Server Monitoring Best Practices: Keeping Your Ruby App and PostgreSQL Clusters Alive on OVH
Proactive PostgreSQL Cluster Health Checks with `pg_stat_activity` and `pg_locks`
Maintaining the health of a PostgreSQL cluster, especially in a distributed or high-availability setup on OVH, requires more than just basic CPU/memory monitoring. Understanding the internal state of your database is paramount. We’ll focus on two critical system views: `pg_stat_activity` and `pg_locks`. These views provide real-time insights into what your database is actually doing, allowing for early detection of performance bottlenecks and deadlocks.
A common pitfall is to only look at external metrics. While essential, they don’t tell the whole story. A server might have ample CPU and RAM, but if a single long-running query is blocking all other operations, your application will grind to a halt. This is where querying `pg_stat_activity` becomes indispensable.
Monitoring `pg_stat_activity` for Long-Running Queries and Idle Connections
The `pg_stat_activity` view shows one row per server process, detailing its current state. We’re particularly interested in identifying queries that have been running for an unusually long time and connections that are idle but holding resources (e.g., locks).
Here’s a robust query to identify such activities. We’ll set thresholds for “long-running” (e.g., > 5 minutes) and “idle in transaction” states. These thresholds should be tuned based on your application’s typical workload and transaction patterns.
SELECT
pid,
datname,
usename,
client_addr,
backend_start,
query_start,
state_change,
wait_event_type,
wait_event,
state,
query
FROM
pg_stat_activity
WHERE
state = 'active' AND
now() - query_start > interval '5 minutes' -- Adjust threshold as needed
ORDER BY
query_start ASC;
SELECT
pid,
datname,
usename,
client_addr,
backend_start,
state_change,
wait_event_type,
wait_event,
state,
query
FROM
pg_stat_activity
WHERE
state = 'idle in transaction' AND
now() - state_change > interval '1 minute' -- Adjust threshold as needed
ORDER BY
state_change ASC;
To automate this, we can create a simple script.

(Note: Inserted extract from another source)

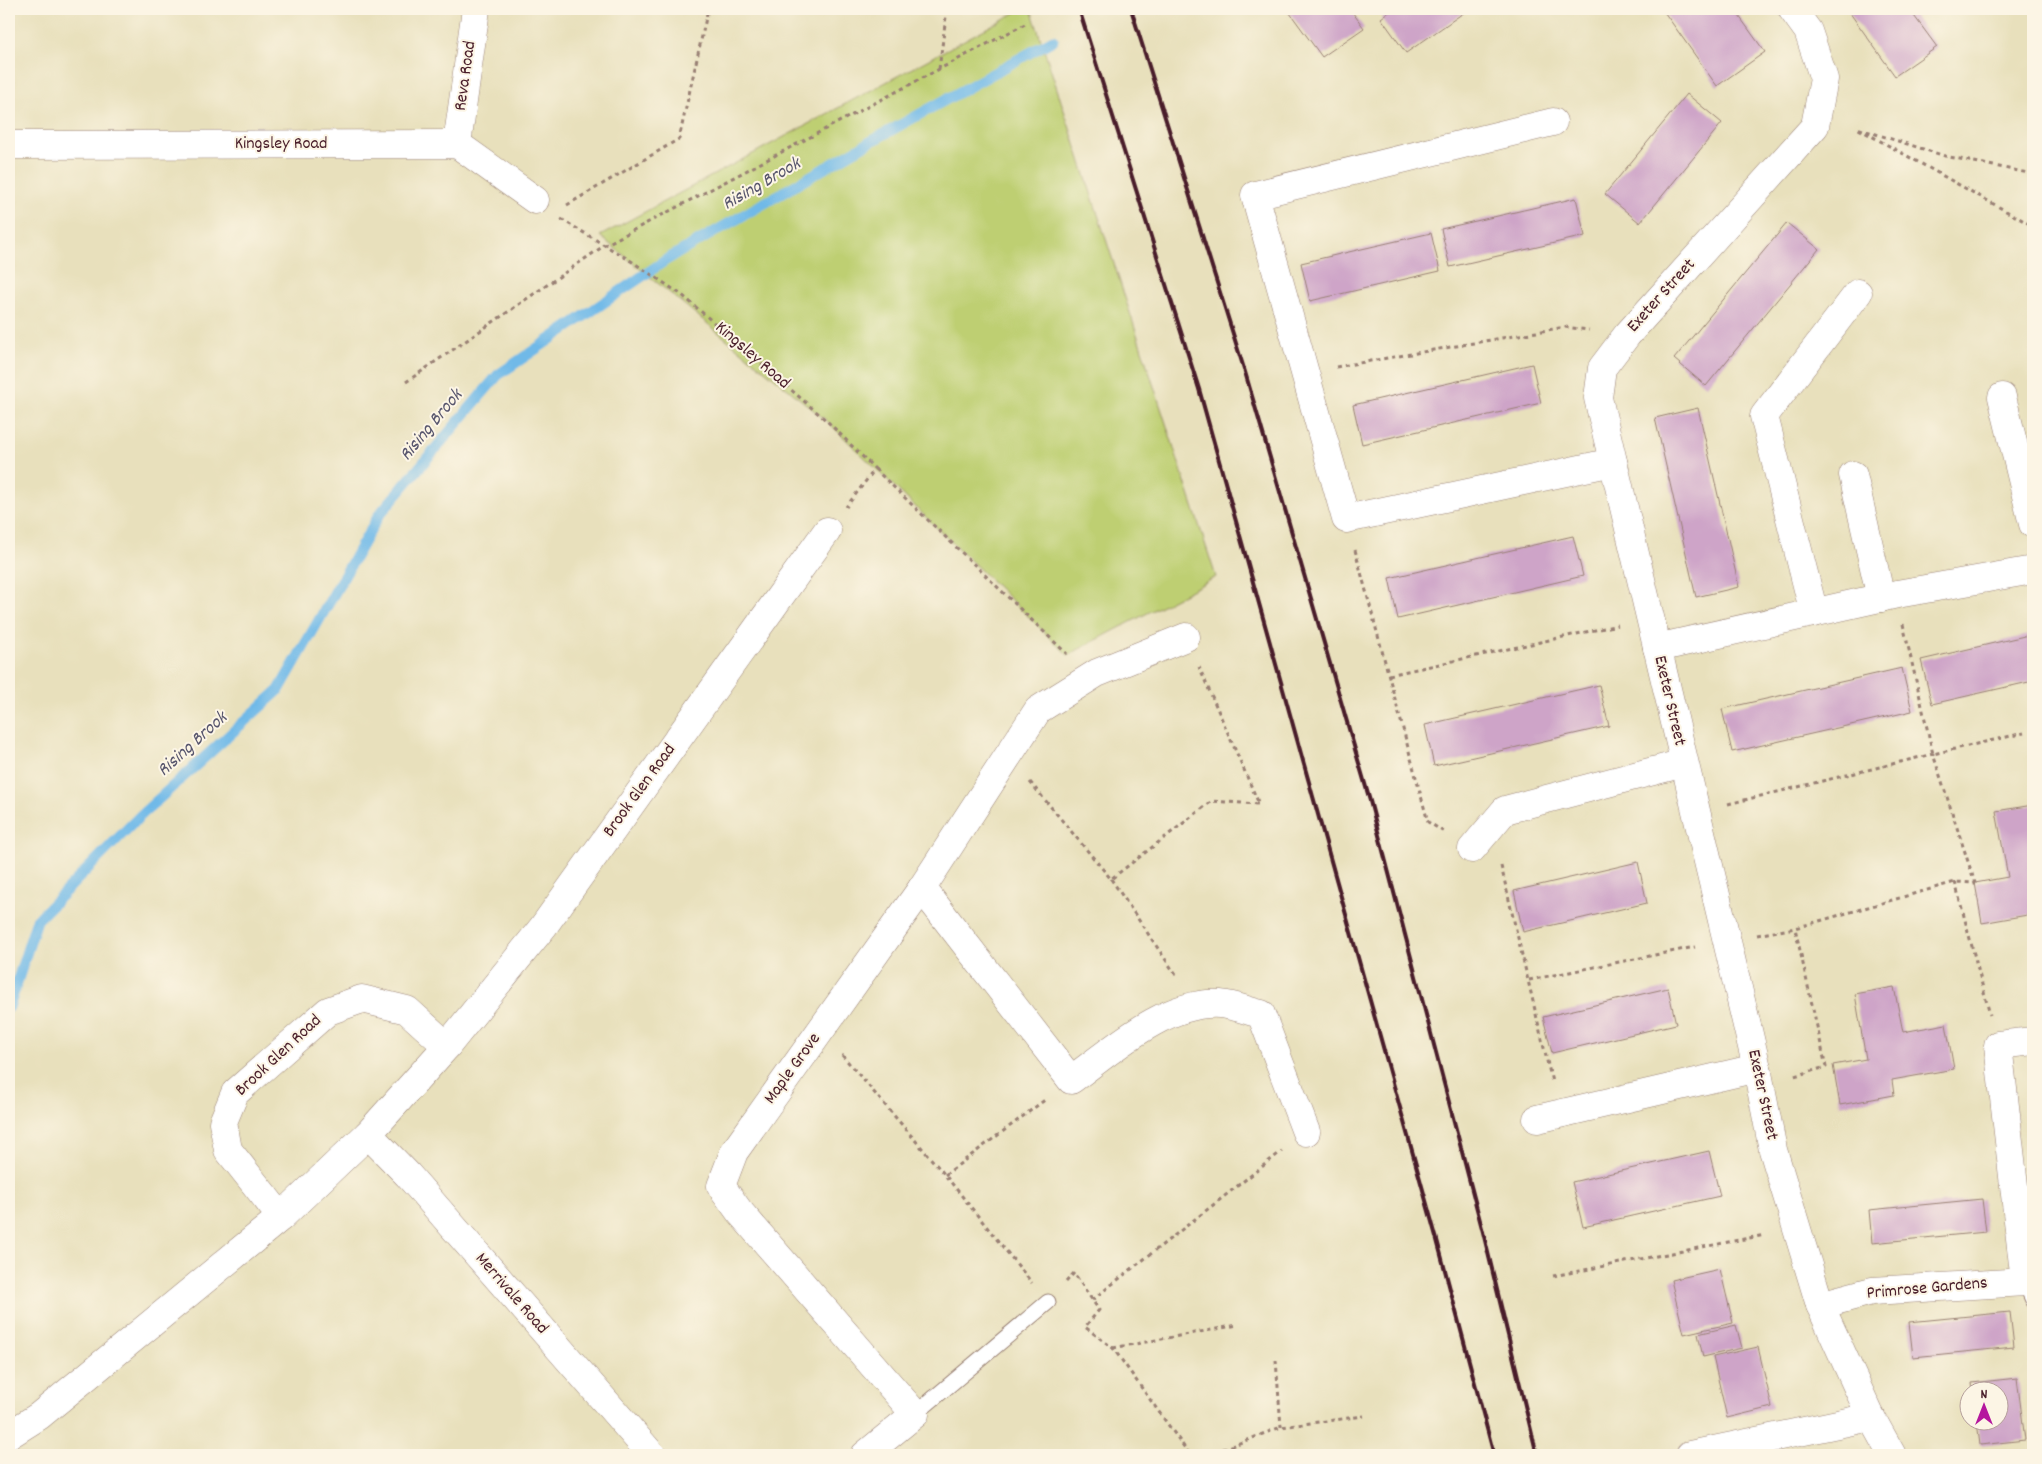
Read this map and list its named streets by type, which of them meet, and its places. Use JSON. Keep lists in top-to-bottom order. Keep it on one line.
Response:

This script will connect to each PostgreSQL instance in our cluster (assuming a primary/replica setup or a sharded environment) and execute these checks. Alerts can be triggered if any results are returned.
Automating PostgreSQL Health Checks with a Python Script
We’ll use Python with the `psycopg2` library for database connectivity. This script can be scheduled via cron on a dedicated monitoring server or one of the application servers. For OVH, ensure your monitoring server has network access to your PostgreSQL instances (e.g., via private network or secured public IP).
The script will iterate through a list of database connection details, execute the monitoring queries, and log any issues. For a production environment, integrate this with your alerting system (e.g., PagerDuty, Slack, Opsgenie).
import psycopg2
import psycopg2.extras
import logging
import os
from datetime import datetime, timedelta
# --- Configuration ---
LOG_FILE = '/var/log/pg_monitor.log'
ALERT_THRESHOLD_ACTIVE_MIN = 5 # Minutes for long-running active queries
ALERT_THRESHOLD_IDLE_TX_MIN = 1 # Minutes for idle in transaction
# Database connection details (replace with your actual credentials and hosts)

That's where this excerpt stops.